[Opening Records supplied section]

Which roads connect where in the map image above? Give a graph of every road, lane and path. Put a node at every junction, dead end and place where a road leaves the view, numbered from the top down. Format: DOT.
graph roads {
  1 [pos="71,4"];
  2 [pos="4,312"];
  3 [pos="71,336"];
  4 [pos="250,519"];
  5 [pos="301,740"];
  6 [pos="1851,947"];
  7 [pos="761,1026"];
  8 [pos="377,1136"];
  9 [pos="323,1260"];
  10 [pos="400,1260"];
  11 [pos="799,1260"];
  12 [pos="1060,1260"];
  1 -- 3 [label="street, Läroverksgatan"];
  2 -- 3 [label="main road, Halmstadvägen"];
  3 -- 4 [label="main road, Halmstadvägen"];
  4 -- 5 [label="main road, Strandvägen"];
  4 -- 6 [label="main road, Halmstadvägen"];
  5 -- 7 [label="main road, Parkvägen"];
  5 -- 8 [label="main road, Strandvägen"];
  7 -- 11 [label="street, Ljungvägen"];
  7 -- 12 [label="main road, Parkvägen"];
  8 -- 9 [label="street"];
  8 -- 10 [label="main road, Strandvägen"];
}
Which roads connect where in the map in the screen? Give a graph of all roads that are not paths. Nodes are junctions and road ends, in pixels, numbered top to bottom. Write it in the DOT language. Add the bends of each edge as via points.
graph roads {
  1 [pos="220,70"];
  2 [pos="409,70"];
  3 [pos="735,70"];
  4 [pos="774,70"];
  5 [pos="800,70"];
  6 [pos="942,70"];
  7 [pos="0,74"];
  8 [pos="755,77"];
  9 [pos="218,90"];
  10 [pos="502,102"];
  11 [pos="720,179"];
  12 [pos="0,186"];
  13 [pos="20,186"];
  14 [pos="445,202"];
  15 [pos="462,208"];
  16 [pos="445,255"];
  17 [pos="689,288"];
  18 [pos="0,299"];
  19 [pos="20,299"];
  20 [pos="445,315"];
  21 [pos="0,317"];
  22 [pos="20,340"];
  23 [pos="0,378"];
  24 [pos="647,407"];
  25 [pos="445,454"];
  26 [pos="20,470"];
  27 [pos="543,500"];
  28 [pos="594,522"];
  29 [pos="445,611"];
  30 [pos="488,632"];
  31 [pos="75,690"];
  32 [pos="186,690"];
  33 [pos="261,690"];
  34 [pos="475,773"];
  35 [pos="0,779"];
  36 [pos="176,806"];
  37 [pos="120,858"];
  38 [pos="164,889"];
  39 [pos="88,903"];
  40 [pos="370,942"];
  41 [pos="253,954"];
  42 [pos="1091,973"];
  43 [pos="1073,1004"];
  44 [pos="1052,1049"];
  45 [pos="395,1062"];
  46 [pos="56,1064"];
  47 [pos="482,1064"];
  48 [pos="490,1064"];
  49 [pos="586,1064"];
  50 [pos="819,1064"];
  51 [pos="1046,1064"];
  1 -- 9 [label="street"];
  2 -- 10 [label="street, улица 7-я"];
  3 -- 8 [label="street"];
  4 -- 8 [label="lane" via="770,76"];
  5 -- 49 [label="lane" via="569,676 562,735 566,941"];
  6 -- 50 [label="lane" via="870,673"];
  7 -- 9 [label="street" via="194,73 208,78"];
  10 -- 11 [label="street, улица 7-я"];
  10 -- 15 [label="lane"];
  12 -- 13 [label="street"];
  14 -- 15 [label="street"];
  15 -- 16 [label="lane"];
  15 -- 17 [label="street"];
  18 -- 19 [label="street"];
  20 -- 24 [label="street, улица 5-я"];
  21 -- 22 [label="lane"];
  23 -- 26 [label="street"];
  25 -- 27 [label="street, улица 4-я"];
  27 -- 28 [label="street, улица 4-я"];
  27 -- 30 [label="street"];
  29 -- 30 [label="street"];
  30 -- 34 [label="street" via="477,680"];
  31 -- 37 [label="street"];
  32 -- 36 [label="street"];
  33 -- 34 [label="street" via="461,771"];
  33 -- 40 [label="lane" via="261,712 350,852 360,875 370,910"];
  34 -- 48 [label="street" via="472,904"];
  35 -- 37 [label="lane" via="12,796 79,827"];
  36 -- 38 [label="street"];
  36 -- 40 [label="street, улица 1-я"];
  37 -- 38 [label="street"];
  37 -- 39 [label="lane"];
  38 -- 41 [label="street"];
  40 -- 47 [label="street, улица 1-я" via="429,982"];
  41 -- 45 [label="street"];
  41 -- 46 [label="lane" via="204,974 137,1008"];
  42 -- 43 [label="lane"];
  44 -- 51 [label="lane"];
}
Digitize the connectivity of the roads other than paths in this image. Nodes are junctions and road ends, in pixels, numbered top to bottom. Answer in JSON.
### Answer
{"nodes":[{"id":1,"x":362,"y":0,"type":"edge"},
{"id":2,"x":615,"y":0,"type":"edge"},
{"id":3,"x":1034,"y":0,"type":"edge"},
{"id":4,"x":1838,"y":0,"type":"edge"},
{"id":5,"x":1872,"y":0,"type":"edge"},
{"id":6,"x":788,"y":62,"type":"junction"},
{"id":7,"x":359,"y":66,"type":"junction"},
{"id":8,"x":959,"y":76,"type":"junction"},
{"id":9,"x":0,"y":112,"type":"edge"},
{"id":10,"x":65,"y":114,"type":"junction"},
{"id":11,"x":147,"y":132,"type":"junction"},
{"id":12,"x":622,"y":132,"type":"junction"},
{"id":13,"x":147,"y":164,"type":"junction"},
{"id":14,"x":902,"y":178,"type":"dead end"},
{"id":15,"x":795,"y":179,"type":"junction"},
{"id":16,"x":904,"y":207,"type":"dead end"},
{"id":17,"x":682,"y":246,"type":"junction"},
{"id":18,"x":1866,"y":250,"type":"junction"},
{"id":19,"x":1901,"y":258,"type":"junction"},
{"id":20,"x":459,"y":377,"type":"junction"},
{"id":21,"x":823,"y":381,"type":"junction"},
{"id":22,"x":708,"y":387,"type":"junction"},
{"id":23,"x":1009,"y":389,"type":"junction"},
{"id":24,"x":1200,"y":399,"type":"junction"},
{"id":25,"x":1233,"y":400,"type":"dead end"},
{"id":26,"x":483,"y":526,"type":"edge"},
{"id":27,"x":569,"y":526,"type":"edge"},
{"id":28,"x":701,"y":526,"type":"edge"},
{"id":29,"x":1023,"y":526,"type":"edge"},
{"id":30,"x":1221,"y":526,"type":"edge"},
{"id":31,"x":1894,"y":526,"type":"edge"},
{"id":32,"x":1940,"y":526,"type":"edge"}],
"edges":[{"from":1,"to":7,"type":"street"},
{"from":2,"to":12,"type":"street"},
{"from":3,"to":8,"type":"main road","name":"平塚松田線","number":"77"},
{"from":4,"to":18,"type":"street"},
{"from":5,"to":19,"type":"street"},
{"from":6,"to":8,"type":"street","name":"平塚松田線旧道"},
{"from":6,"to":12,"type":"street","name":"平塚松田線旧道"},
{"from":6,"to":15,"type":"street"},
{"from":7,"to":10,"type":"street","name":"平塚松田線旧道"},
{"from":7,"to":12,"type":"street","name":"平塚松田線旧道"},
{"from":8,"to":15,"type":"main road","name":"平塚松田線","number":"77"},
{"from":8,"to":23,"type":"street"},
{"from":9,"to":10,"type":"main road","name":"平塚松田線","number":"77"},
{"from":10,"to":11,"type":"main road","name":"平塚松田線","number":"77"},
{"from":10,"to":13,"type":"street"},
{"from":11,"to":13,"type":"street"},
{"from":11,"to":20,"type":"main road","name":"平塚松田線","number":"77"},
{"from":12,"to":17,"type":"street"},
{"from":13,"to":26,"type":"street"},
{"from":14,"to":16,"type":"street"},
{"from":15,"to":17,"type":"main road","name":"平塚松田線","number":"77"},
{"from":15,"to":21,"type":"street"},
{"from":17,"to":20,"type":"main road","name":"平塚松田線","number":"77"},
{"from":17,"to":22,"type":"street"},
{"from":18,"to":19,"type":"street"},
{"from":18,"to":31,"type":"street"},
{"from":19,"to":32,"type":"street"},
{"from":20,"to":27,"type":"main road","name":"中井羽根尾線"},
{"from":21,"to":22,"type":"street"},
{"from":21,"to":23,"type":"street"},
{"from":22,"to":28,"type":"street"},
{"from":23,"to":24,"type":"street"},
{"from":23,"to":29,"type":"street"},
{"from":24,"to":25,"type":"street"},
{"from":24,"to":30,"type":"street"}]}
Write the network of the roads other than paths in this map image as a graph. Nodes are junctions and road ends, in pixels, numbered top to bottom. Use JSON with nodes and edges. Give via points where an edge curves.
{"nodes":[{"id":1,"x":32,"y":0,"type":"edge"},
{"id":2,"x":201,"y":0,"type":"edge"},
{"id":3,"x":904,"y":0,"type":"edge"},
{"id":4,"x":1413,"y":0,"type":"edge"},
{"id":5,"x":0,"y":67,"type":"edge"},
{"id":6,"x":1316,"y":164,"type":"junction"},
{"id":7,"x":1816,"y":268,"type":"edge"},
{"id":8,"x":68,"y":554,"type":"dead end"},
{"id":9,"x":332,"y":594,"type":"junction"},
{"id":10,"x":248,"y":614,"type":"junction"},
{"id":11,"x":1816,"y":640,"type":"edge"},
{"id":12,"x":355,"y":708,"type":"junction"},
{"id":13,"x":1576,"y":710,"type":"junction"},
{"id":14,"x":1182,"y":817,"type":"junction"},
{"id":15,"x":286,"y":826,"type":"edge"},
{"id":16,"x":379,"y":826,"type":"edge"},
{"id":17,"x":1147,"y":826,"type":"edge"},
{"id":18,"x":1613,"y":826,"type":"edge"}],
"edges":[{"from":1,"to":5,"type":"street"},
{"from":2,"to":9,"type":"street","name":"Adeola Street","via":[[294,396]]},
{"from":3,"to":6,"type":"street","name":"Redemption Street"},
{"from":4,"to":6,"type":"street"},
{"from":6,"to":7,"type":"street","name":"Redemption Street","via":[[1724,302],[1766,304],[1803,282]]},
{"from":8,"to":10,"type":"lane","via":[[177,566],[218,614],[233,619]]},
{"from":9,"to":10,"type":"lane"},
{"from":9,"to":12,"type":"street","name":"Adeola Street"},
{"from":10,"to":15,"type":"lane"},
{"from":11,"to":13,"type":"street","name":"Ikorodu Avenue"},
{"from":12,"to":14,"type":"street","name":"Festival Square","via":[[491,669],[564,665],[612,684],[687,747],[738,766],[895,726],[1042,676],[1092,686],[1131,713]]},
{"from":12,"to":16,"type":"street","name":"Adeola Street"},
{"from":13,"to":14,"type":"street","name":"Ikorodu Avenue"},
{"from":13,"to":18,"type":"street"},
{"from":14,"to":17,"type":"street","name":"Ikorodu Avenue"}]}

[Closing Records supplied section]

**Work item**
Check each line of the records above for "roads", and copy those that have it.

**Response**
Which roads connect where in the map image above? Give a graph of every road, lane and path. Put a node at every junction, dead end and place where a road leaves the view, numbered from the top down. Format: DOT.
graph roads {
Which roads connect where in the map in the screen? Give a graph of all roads that are not paths. Nodes are junctions and road ends, in pixels, numbered top to bottom. Write it in the DOT language. Add the bends of each edge as via points.
graph roads {
Digitize the connectivity of the roads other than paths in this image. Nodes are junctions and road ends, in pixels, numbered top to bottom. Answer in JSON.
Write the network of the roads other than paths in this map image as a graph. Nodes are junctions and road ends, in pixels, numbered top to bottom. Use JSON with nodes and edges. Give via points where an edge curves.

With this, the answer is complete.